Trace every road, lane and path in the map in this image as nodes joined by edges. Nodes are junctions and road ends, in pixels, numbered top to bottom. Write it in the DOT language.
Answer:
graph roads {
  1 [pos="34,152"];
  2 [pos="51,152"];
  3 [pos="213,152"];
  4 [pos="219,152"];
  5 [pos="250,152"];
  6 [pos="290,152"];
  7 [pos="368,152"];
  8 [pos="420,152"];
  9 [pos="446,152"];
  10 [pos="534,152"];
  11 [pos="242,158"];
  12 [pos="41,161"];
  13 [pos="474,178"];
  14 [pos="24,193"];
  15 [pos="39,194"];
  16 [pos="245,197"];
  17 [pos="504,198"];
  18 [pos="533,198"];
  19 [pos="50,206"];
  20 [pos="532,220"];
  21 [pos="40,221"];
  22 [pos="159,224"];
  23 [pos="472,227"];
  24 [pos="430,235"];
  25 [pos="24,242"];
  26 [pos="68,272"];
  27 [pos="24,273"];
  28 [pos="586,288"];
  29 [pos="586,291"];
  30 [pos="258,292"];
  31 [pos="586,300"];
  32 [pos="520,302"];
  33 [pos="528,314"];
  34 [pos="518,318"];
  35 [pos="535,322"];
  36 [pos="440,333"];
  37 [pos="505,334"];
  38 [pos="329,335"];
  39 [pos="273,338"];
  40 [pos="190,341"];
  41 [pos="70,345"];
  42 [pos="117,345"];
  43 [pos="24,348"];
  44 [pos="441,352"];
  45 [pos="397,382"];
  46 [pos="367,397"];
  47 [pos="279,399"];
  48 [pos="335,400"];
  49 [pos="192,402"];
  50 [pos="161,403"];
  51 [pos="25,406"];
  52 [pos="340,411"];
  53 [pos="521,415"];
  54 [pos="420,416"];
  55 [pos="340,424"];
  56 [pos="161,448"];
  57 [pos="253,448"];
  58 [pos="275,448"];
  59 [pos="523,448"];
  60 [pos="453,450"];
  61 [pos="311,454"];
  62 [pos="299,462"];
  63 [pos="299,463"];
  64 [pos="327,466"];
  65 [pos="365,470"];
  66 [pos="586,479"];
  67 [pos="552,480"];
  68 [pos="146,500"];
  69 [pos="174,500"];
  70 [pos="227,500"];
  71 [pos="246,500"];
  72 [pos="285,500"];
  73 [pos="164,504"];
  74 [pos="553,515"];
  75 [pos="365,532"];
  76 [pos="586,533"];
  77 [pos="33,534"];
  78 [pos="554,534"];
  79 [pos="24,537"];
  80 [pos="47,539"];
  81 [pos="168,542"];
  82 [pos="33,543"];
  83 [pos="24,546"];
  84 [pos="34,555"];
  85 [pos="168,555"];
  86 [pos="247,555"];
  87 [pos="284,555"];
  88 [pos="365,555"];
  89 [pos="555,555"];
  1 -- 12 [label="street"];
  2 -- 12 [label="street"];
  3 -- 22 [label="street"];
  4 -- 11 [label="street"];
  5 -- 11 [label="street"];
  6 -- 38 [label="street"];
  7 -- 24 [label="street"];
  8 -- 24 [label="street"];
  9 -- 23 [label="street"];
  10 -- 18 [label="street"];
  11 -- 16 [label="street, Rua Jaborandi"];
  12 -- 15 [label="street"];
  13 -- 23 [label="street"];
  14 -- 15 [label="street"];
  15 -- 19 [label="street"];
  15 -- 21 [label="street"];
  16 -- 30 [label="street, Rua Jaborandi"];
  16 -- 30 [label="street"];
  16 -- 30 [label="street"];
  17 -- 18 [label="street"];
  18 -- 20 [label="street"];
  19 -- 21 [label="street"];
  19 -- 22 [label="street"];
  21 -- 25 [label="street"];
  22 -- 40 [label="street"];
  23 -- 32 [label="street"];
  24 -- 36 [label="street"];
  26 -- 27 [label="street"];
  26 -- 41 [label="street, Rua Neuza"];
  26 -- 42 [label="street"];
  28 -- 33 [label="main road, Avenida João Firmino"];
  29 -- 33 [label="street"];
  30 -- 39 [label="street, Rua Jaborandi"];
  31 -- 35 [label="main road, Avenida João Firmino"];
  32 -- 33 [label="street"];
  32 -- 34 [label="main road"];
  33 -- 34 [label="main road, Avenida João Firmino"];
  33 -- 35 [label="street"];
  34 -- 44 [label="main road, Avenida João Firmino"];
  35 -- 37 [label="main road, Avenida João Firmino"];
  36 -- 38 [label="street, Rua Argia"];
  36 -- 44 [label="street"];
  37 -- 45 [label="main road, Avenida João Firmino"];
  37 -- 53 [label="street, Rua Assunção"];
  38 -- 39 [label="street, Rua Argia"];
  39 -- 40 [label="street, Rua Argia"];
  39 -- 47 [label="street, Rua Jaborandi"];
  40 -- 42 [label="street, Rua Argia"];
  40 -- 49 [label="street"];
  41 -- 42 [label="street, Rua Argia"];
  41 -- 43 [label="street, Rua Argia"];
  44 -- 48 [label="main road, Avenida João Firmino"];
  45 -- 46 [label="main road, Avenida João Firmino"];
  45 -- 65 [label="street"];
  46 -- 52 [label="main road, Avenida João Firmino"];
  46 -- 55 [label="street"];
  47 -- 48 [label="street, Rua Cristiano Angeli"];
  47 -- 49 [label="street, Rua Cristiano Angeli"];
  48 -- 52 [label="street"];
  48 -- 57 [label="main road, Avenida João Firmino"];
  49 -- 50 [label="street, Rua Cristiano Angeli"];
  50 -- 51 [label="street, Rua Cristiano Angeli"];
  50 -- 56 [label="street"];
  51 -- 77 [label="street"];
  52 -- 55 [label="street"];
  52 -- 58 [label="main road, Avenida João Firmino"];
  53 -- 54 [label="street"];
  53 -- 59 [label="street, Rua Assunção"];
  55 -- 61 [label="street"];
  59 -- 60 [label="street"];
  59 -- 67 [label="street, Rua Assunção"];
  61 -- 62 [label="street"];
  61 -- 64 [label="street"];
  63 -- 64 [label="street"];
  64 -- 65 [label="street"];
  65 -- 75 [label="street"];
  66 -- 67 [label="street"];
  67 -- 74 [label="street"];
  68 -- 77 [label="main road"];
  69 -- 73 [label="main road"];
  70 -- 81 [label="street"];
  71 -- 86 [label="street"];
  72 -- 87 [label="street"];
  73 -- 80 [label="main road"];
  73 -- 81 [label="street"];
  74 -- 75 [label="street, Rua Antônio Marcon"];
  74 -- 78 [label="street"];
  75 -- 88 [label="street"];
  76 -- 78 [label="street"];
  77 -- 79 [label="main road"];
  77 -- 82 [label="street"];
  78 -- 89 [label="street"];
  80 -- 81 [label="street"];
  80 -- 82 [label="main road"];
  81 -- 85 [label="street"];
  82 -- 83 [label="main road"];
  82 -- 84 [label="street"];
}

────────────────────

**Task goal:** Each line of the data in which the string "João" appears needs to be copied.

**Answer area:**
  28 -- 33 [label="main road, Avenida João Firmino"];
  31 -- 35 [label="main road, Avenida João Firmino"];
  33 -- 34 [label="main road, Avenida João Firmino"];
  34 -- 44 [label="main road, Avenida João Firmino"];
  35 -- 37 [label="main road, Avenida João Firmino"];
  37 -- 45 [label="main road, Avenida João Firmino"];
  44 -- 48 [label="main road, Avenida João Firmino"];
  45 -- 46 [label="main road, Avenida João Firmino"];
  46 -- 52 [label="main road, Avenida João Firmino"];
  48 -- 57 [label="main road, Avenida João Firmino"];
  52 -- 58 [label="main road, Avenida João Firmino"];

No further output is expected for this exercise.